Information:
[Start of Attachment]
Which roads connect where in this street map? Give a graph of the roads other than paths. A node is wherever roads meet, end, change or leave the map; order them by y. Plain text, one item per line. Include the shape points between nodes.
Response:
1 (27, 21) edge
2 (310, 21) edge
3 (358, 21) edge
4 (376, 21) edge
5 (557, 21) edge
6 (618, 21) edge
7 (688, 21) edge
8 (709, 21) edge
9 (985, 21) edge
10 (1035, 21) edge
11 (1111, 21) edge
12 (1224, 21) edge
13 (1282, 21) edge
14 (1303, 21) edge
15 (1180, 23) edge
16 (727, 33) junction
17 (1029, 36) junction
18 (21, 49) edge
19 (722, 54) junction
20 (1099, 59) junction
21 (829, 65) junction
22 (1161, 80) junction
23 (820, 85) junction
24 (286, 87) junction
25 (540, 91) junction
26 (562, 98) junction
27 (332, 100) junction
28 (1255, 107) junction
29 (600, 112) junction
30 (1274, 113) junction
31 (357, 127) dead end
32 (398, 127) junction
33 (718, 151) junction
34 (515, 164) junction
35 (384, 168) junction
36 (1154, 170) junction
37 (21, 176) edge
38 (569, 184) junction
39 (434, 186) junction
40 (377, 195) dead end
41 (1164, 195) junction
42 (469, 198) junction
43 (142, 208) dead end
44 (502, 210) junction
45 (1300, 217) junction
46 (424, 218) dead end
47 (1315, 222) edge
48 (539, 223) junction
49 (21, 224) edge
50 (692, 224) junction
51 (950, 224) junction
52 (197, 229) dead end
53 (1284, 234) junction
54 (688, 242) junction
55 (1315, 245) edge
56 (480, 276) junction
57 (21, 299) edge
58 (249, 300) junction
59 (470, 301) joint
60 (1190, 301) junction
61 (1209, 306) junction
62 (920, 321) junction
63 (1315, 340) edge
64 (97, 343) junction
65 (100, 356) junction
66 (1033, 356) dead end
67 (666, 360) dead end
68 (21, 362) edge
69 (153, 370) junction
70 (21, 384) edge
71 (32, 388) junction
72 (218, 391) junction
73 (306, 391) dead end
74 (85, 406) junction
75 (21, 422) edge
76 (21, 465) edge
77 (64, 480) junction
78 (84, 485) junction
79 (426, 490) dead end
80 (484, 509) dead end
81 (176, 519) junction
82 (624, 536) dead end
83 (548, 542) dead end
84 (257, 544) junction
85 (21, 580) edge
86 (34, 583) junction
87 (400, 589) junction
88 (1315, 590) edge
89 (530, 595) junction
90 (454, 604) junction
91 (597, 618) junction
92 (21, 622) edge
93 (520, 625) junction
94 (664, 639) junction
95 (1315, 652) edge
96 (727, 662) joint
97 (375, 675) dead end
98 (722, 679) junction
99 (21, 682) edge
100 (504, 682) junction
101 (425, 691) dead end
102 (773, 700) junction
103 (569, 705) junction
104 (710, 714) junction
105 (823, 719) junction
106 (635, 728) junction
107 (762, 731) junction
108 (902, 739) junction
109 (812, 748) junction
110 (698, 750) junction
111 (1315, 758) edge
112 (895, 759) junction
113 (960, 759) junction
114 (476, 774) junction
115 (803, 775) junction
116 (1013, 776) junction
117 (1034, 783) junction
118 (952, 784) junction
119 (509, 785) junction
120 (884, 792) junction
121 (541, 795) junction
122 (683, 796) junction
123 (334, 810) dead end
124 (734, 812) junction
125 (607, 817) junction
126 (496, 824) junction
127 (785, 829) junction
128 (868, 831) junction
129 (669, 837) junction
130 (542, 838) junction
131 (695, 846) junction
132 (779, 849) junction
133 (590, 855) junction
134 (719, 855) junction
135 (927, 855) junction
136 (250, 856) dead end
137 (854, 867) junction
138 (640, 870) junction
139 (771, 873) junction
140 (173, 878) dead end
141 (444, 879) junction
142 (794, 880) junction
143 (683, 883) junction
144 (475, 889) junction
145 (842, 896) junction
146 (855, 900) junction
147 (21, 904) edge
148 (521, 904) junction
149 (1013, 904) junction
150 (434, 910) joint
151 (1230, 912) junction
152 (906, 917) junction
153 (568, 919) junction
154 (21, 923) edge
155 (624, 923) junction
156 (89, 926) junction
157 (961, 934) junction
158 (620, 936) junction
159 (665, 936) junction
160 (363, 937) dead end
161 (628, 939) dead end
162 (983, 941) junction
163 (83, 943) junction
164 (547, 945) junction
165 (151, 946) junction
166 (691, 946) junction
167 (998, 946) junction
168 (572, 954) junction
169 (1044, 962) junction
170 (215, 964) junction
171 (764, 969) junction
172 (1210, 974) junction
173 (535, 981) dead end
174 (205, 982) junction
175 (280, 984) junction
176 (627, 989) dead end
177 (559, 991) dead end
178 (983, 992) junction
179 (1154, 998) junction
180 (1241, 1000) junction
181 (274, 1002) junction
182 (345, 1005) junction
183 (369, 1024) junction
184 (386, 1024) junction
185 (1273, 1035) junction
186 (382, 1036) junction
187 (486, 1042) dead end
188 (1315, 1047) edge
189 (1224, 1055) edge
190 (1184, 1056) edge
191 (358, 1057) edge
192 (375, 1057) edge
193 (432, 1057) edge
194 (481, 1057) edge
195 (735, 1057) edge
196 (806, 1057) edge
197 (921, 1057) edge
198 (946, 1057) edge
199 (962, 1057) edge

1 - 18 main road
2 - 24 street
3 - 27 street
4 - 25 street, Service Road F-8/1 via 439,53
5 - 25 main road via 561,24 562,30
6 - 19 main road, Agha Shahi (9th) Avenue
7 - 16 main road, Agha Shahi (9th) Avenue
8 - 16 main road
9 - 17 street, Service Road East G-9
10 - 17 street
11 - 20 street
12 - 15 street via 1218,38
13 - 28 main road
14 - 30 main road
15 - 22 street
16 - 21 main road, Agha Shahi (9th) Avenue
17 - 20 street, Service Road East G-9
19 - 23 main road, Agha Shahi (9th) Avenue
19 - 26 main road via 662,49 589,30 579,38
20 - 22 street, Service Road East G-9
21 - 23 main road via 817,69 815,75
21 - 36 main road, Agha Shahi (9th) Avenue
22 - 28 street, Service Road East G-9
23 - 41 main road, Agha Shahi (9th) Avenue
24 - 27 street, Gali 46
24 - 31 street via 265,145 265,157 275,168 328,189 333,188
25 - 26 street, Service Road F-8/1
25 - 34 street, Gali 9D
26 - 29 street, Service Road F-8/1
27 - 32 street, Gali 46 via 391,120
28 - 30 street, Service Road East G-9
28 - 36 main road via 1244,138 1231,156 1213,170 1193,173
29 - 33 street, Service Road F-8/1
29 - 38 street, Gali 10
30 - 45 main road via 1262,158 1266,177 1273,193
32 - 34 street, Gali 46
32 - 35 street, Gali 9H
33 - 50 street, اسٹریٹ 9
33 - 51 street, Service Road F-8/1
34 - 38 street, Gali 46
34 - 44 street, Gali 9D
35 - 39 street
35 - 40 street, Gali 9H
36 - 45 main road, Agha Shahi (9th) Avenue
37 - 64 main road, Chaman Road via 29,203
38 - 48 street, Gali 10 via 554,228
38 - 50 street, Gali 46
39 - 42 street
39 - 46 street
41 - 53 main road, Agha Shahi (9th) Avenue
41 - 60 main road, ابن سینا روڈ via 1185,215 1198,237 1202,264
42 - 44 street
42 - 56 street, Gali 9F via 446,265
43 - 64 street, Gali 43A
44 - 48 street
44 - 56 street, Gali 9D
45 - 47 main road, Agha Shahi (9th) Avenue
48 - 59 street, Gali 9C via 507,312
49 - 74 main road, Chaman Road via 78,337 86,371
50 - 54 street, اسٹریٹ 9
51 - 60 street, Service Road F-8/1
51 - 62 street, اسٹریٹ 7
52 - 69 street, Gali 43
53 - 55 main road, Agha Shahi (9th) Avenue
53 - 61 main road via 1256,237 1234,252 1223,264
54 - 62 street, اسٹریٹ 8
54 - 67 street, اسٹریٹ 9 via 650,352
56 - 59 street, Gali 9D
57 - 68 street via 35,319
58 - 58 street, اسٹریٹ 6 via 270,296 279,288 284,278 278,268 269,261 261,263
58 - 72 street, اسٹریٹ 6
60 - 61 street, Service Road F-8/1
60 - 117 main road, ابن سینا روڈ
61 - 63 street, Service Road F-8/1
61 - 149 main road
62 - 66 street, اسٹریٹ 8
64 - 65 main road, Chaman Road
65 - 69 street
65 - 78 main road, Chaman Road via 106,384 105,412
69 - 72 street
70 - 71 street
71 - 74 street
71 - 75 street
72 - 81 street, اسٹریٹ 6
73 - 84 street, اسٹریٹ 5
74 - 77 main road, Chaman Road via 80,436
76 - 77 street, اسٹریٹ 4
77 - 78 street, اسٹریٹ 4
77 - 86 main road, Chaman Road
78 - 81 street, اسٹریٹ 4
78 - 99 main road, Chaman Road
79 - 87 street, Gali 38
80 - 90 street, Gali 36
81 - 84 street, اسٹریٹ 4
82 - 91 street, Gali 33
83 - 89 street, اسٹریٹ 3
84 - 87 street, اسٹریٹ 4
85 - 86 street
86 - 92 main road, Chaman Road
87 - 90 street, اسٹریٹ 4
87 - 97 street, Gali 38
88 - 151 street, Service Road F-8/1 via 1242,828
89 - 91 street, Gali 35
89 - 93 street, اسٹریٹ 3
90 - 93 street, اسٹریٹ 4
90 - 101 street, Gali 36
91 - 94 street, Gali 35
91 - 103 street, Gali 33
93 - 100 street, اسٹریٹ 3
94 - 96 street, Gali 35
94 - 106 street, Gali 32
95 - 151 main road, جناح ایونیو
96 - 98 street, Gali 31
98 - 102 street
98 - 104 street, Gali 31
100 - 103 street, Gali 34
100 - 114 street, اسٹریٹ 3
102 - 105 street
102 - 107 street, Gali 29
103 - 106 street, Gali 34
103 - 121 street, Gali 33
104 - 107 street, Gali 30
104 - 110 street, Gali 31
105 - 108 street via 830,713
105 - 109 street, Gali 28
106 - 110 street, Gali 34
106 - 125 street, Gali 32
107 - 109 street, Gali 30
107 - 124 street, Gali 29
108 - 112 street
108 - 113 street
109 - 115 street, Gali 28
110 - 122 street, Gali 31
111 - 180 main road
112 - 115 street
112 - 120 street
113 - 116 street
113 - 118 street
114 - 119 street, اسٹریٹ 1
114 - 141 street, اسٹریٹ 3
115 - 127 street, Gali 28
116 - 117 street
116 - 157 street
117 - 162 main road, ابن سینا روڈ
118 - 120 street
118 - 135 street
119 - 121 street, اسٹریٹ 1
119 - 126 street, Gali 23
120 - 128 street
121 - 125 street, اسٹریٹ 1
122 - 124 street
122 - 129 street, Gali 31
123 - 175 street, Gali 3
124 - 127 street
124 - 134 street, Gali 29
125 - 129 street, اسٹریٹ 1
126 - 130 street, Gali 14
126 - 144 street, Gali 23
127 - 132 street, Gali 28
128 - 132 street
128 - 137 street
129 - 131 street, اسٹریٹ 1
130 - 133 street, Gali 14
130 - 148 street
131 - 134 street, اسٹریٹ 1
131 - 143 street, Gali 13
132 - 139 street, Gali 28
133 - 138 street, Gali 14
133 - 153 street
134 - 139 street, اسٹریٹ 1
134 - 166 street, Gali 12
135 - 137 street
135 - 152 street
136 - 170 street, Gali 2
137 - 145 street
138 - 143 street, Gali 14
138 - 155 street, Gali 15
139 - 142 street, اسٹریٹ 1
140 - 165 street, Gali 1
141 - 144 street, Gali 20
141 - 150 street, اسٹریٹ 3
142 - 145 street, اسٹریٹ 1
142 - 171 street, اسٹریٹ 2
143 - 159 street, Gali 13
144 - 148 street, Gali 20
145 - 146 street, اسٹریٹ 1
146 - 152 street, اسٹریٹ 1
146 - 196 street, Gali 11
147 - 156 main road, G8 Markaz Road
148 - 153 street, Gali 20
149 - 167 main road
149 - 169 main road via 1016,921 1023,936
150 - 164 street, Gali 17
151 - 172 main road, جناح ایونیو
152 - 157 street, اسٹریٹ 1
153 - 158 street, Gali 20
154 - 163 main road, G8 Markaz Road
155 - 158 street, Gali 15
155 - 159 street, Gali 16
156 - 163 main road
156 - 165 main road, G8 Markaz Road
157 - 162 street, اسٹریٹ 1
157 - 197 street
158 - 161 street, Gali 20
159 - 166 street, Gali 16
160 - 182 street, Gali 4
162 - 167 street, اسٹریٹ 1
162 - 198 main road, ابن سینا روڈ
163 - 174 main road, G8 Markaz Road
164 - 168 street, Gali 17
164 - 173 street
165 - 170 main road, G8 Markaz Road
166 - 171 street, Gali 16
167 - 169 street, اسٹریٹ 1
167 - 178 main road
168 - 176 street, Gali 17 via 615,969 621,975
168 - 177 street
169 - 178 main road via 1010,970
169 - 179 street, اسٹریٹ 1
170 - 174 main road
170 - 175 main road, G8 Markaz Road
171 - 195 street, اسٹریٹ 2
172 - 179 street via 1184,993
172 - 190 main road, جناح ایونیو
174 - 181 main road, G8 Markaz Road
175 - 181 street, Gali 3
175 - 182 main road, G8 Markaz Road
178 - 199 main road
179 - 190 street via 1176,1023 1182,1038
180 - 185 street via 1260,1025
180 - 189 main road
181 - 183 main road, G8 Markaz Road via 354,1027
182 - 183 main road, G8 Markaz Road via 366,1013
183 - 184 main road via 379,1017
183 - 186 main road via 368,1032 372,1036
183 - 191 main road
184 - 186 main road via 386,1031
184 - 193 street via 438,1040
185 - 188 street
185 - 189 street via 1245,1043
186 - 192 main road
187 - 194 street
[End of Attachment]
Work to complete: Return each line of the preceding material in which "جناح" can be found.

Solution:
95 - 151 main road, جناح ایونیو
151 - 172 main road, جناح ایونیو
172 - 190 main road, جناح ایونیو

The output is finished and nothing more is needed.